[Saved data entries]
★ ★ ★ ★ ★ ★ ★
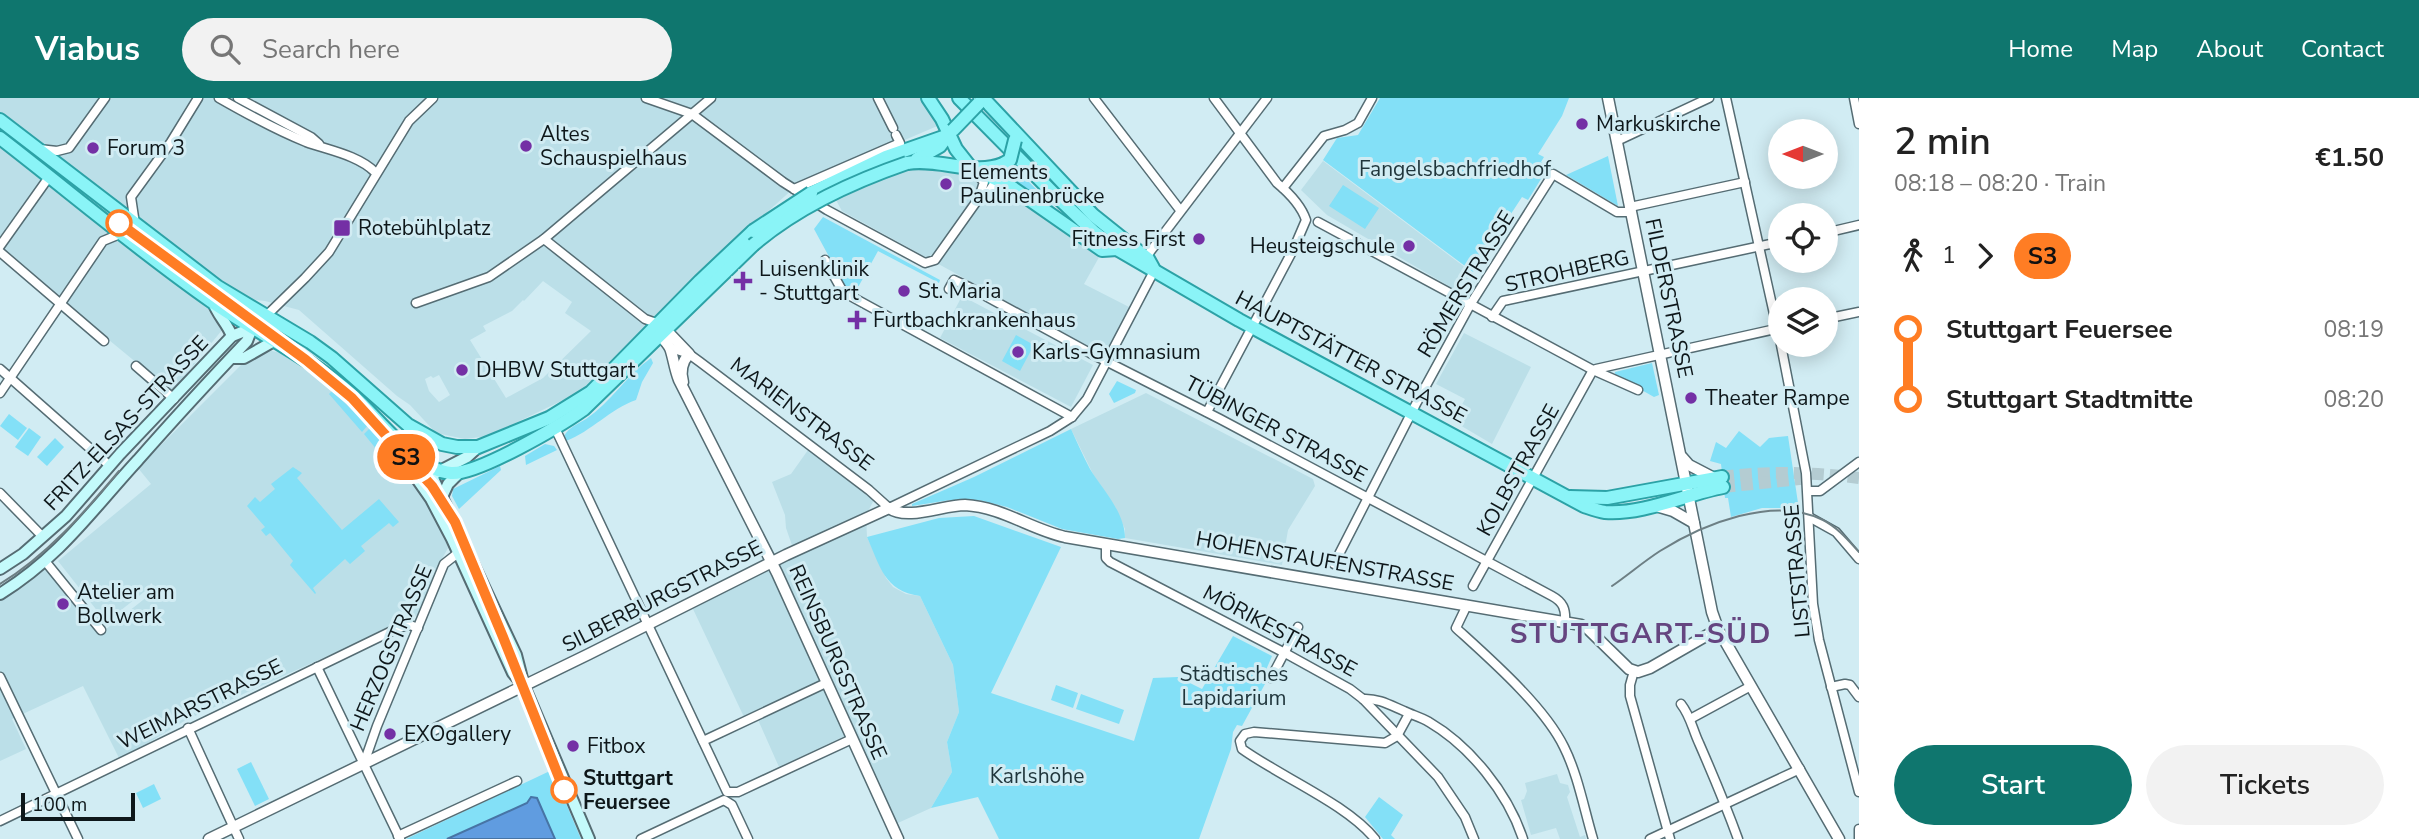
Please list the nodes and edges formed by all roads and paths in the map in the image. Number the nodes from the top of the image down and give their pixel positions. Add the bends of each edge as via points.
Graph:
1 (105, 98) edge
2 (198, 98) edge
3 (219, 98) edge
4 (238, 98) edge
5 (433, 98) edge
6 (646, 98) edge
7 (712, 98) edge
8 (878, 98) edge
9 (959, 98) edge
10 (1094, 98) edge
11 (1214, 98) edge
12 (1266, 98) edge
13 (1372, 98) edge
14 (1608, 98) edge
15 (1709, 98) edge
16 (1726, 98) edge
17 (1854, 98) edge
18 (982, 99) edge
19 (931, 104) edge
20 (993, 104) edge
21 (692, 114) junction
22 (0, 120) edge
23 (1859, 124) edge
24 (951, 132) junction
25 (1240, 133) junction
26 (1013, 134) junction
27 (0, 138) edge
28 (1617, 141) junction
29 (319, 144) junction
30 (37, 149) junction
31 (921, 152) junction
32 (1006, 164) junction
33 (971, 168) junction
34 (375, 172) junction
35 (49, 177) junction
36 (997, 179) junction
37 (1745, 182) junction
38 (1283, 188) junction
39 (794, 189) junction
40 (979, 198) junction
41 (1180, 210) junction
42 (1630, 210) junction
43 (1318, 222) dead end
44 (136, 225) junction
45 (1859, 225) edge
46 (1838, 230) edge
47 (120, 234) junction
48 (753, 238) junction
49 (544, 239) junction
50 (1768, 244) edge
51 (0, 246) edge
52 (1759, 246) junction
53 (1116, 248) junction
54 (0, 252) edge
55 (172, 252) junction
56 (1146, 257) junction
57 (825, 260) dead end
58 (156, 261) junction
59 (1154, 271) junction
60 (1643, 271) junction
61 (1768, 287) edge
62 (949, 289) dead end
63 (213, 302) junction
64 (416, 303) dead end
65 (60, 304) junction
66 (1470, 305) junction
67 (1859, 312) edge
68 (1838, 316) edge
69 (265, 317) junction
70 (1492, 317) junction
71 (1252, 327) junction
72 (252, 328) junction
73 (659, 331) junction
74 (1768, 331) edge
75 (232, 336) junction
76 (104, 341) dead end
77 (274, 341) junction
78 (671, 348) junction
79 (689, 354) junction
80 (1661, 354) junction
81 (1783, 357) edge
82 (232, 358) junction
83 (1106, 361) junction
84 (136, 366) dead end
85 (0, 369) edge
86 (1593, 370) junction
87 (10, 378) junction
88 (684, 389) junction
89 (1638, 390) dead end
90 (0, 393) edge
91 (174, 399) junction
92 (1207, 412) junction
93 (1412, 412) junction
94 (1072, 416) junction
95 (408, 425) junction
96 (555, 428) junction
97 (392, 434) junction
98 (478, 447) junction
99 (120, 454) junction
100 (1681, 457) junction
101 (1859, 462) edge
102 (133, 465) junction
103 (110, 466) junction
104 (433, 471) junction
105 (459, 473) junction
106 (1534, 477) junction
107 (1720, 480) junction
108 (1684, 482) junction
109 (1808, 491) junction
110 (0, 493) edge
111 (1570, 496) junction
112 (1619, 496) junction
113 (1688, 496) junction
114 (436, 498) junction
115 (1367, 498) junction
116 (1651, 505) junction
117 (889, 508) junction
118 (1613, 512) junction
119 (1809, 517) junction
120 (1694, 523) junction
121 (43, 537) junction
122 (1106, 544) junction
123 (458, 553) junction
124 (1859, 559) edge
125 (46, 561) junction
126 (771, 562) junction
127 (1488, 562) junction
128 (1334, 564) dead end
129 (0, 569) edge
130 (1473, 586) dead end
131 (0, 594) edge
132 (1467, 606) junction
133 (1565, 622) junction
134 (648, 624) junction
135 (418, 628) junction
136 (1298, 628) dead end
137 (1718, 629) junction
138 (101, 630) dead end
139 (507, 648) junction
140 (1285, 653) junction
141 (317, 667) junction
142 (1634, 671) junction
143 (0, 677) edge
144 (1271, 678) dead end
145 (826, 683) junction
146 (524, 686) junction
147 (1751, 686) junction
148 (1831, 687) junction
149 (1859, 697) edge
150 (1363, 699) junction
151 (1681, 704) dead end
152 (1409, 714) junction
153 (1692, 719) junction
154 (188, 729) junction
155 (1397, 736) junction
156 (852, 739) junction
157 (703, 741) junction
158 (364, 763) junction
159 (1800, 769) junction
160 (517, 781) dead end
161 (56, 792) junction
162 (1859, 792) edge
163 (728, 797) junction
164 (1726, 805) junction
165 (0, 821) edge
166 (234, 827) junction
167 (1859, 829) edge
168 (1669, 835) edge
169 (399, 837) edge
170 (78, 839) edge
171 (209, 839) edge
172 (239, 839) edge
173 (589, 839) edge
174 (641, 839) edge
175 (748, 839) edge
176 (898, 839) edge
177 (1375, 839) edge
178 (1474, 839) edge
179 (1523, 839) edge
180 (1593, 839) edge
181 (1650, 839) edge
182 (1738, 839) edge
183 (1839, 839) edge
184 (1858, 839) edge

1 - 30 street via 68,148
2 - 44 street via 131,197
3 - 29 street
4 - 29 street
5 - 34 street via 409,121
6 - 21 street
7 - 21 street
8 - 39 street via 896,135
9 - 53 main road, HAUPTSTÄTTER STRASSE via 1064,204
10 - 41 street
11 - 25 street
12 - 25 street
13 - 38 street via 1358,123 1324,136
14 - 28 street, FILDERSTRASSE
15 - 28 street
16 - 37 street, LISTSTRASSE
17 - 23 street
18 - 20 main road
18 - 24 main road, bridge
19 - 24 main road
19 - 31 main road via 933,129
20 - 26 main road
21 - 39 street
21 - 49 street
22 - 30 main road
24 - 31 main road via 940,146
24 - 33 main road
25 - 38 street
25 - 41 street
26 - 32 main road, bridge
26 - 56 main road via 1093,215
27 - 35 main road
28 - 42 street, FILDERSTRASSE
29 - 34 street
30 - 44 main road
31 - 33 main road
31 - 48 main road, bridge
31 - 48 main road, bridge via 833,182 790,205
32 - 33 main road
32 - 36 main road
33 - 36 main road, HAUPTSTÄTTER STRASSE
33 - 40 street via 984,182
34 - 69 street via 328,252
35 - 47 main road
35 - 51 street
36 - 40 street
36 - 53 main road, HAUPTSTÄTTER STRASSE via 1102,250
37 - 42 street
37 - 52 street, LISTSTRASSE
38 - 71 street via 1303,211 1306,226
39 - 40 street via 890,246 931,263
41 - 56 street
42 - 60 street, FILDERSTRASSE
42 - 66 street, RÖMERSTRASSE via 1617,212 1553,174
43 - 66 street
44 - 55 main road
45 - 46 street
47 - 58 main road
47 - 65 street via 103,241
48 - 73 main road
49 - 64 street via 489,277
49 - 73 street, MARIENSTRASSE
50 - 52 street, STROHBERG
52 - 60 street, STROHBERG
52 - 61 street, LISTSTRASSE
53 - 59 main road, HAUPTSTÄTTER STRASSE
54 - 65 street
55 - 58 main road via 169,261
55 - 69 main road
56 - 59 main road
57 - 94 street via 843,292
58 - 63 main road
59 - 71 main road, HAUPTSTÄTTER STRASSE
59 - 83 street, SILBERBURGSTRASSE
60 - 70 street, STROHBERG via 1503,301
60 - 80 street, FILDERSTRASSE
62 - 83 street, TÜBINGER STRASSE via 954,280
63 - 72 main road
63 - 75 main road
65 - 76 street
65 - 87 street
66 - 70 street
66 - 93 street, RÖMERSTRASSE
67 - 68 street
69 - 72 main road
69 - 95 main road via 332,358
70 - 86 street
71 - 92 street
71 - 93 main road, HAUPTSTÄTTER STRASSE
72 - 75 main road, FRITZ-ELSAS-STRASSE
72 - 77 main road
72 - 82 main road, FRITZ-ELSAS-STRASSE
73 - 78 street, REINSBURGSTRASSE
73 - 79 street, MARIENSTRASSE
73 - 96 main road via 594,401
73 - 98 main road via 591,392 549,418
74 - 80 street
75 - 91 main road, FRITZ-ELSAS-STRASSE
77 - 82 main road, FRITZ-ELSAS-STRASSE via 244,358
77 - 97 main road via 336,381
78 - 79 street, MARIENSTRASSE
78 - 88 street, REINSBURGSTRASSE via 673,366
79 - 88 street via 682,370
79 - 117 street, MARIENSTRASSE
80 - 86 street
80 - 100 street, FILDERSTRASSE
81 - 109 street, LISTSTRASSE
82 - 102 main road, FRITZ-ELSAS-STRASSE
83 - 92 street, TÜBINGER STRASSE
83 - 94 street, SILBERBURGSTRASSE via 1084,405
84 - 91 street
85 - 87 street
86 - 89 street
86 - 106 street, KOLBSTRASSE
87 - 90 street
87 - 103 street
88 - 126 street, REINSBURGSTRASSE
91 - 99 main road, FRITZ-ELSAS-STRASSE
92 - 115 street, TÜBINGER STRASSE
93 - 106 main road, HAUPTSTÄTTER STRASSE
93 - 115 street, RÖMERSTRASSE
94 - 117 street, SILBERBURGSTRASSE via 1050,431
95 - 98 main road via 442,444
95 - 104 main road
96 - 105 main road via 474,470
96 - 134 street
97 - 104 main road
97 - 114 main road via 398,452
98 - 104 main road via 467,457
99 - 102 main road via 127,455
99 - 103 main road, FRITZ-ELSAS-STRASSE
100 - 107 street
100 - 108 street, FILDERSTRASSE
101 - 109 street via 1820,491
102 - 125 main road, FRITZ-ELSAS-STRASSE
103 - 121 main road, FRITZ-ELSAS-STRASSE
104 - 105 main road
104 - 114 main road
105 - 114 main road
106 - 111 main road, HAUPTSTÄTTER STRASSE
106 - 127 street, KOLBSTRASSE
107 - 108 main road, HAUPTSTÄTTER STRASSE
107 - 113 main road, HAUPTSTÄTTER STRASSE
108 - 112 main road, HAUPTSTÄTTER STRASSE
108 - 113 street, FILDERSTRASSE
109 - 119 street, LISTSTRASSE
110 - 121 street
111 - 112 main road, HAUPTSTÄTTER STRASSE
111 - 118 main road, HAUPTSTÄTTER STRASSE via 1584,506
112 - 118 main road
113 - 116 main road, HAUPTSTÄTTER STRASSE
113 - 120 street, FILDERSTRASSE
114 - 123 main road
114 - 139 main road
115 - 127 street, TÜBINGER STRASSE
115 - 128 street, RÖMERSTRASSE
116 - 118 main road, HAUPTSTÄTTER STRASSE
116 - 120 street via 1674,510
117 - 122 street, HOHENSTAUFENSTRASSE via 903,514 949,506 984,507 1044,531
117 - 126 street, SILBERBURGSTRASSE
119 - 124 street via 1836,533
119 - 148 street, LISTSTRASSE via 1813,604
120 - 137 street, FILDERSTRASSE
121 - 129 main road, FRITZ-ELSAS-STRASSE
122 - 132 street, HOHENSTAUFENSTRASSE
122 - 140 street, MÖRIKESTRASSE via 1110,562
123 - 135 street, HERZOGSTRASSE via 444,564
123 - 139 main road
125 - 131 main road, FRITZ-ELSAS-STRASSE
125 - 138 street
126 - 134 street, SILBERBURGSTRASSE
126 - 145 street, REINSBURGSTRASSE
127 - 130 street, KOLBSTRASSE
127 - 133 street, TÜBINGER STRASSE via 1558,599
132 - 133 street, HOHENSTAUFENSTRASSE
132 - 180 street via 1456,628 1554,730 1572,766
133 - 142 street, HOHENSTAUFENSTRASSE via 1587,628
134 - 146 street, SILBERBURGSTRASSE
134 - 157 street
135 - 141 street, WEIMARSTRASSE via 398,628
135 - 158 street, HERZOGSTRASSE
136 - 140 street
137 - 142 street via 1650,668
137 - 147 street, FILDERSTRASSE
139 - 146 main road
140 - 144 street
140 - 150 street, MÖRIKESTRASSE
141 - 154 street, WEIMARSTRASSE
141 - 158 street
142 - 168 street via 1630,696
143 - 161 street
145 - 156 street, REINSBURGSTRASSE
145 - 157 street
146 - 158 street, SILBERBURGSTRASSE
146 - 173 main road
147 - 153 street
147 - 159 street, FILDERSTRASSE
148 - 149 street via 1850,685
148 - 162 street, LISTSTRASSE
150 - 152 street, MÖRIKESTRASSE via 1375,698
150 - 155 street
151 - 153 street
152 - 155 street
152 - 179 street, MÖRIKESTRASSE via 1430,723 1464,750 1495,786
153 - 164 street
154 - 161 street, WEIMARSTRASSE
154 - 166 street
155 - 177 street via 1385,743 1254,732 1241,739 1242,749 1346,813
155 - 178 street via 1438,776
156 - 163 street
156 - 176 street, REINSBURGSTRASSE
157 - 163 street
158 - 166 street, SILBERBURGSTRASSE
158 - 169 street
159 - 164 street
159 - 183 street, FILDERSTRASSE
160 - 169 street
161 - 165 street, WEIMARSTRASSE
161 - 170 street
163 - 174 street
163 - 175 street
164 - 168 street
164 - 182 street
166 - 171 street, SILBERBURGSTRASSE
166 - 172 street
167 - 184 street
168 - 181 street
★ ★ ★ ★ ★ ★ ★
Prompt: Using the entries above, return each line that includes the word "HERZOGSTRASSE".

Solution for this exercise:
123 - 135 street, HERZOGSTRASSE via 444,564
135 - 158 street, HERZOGSTRASSE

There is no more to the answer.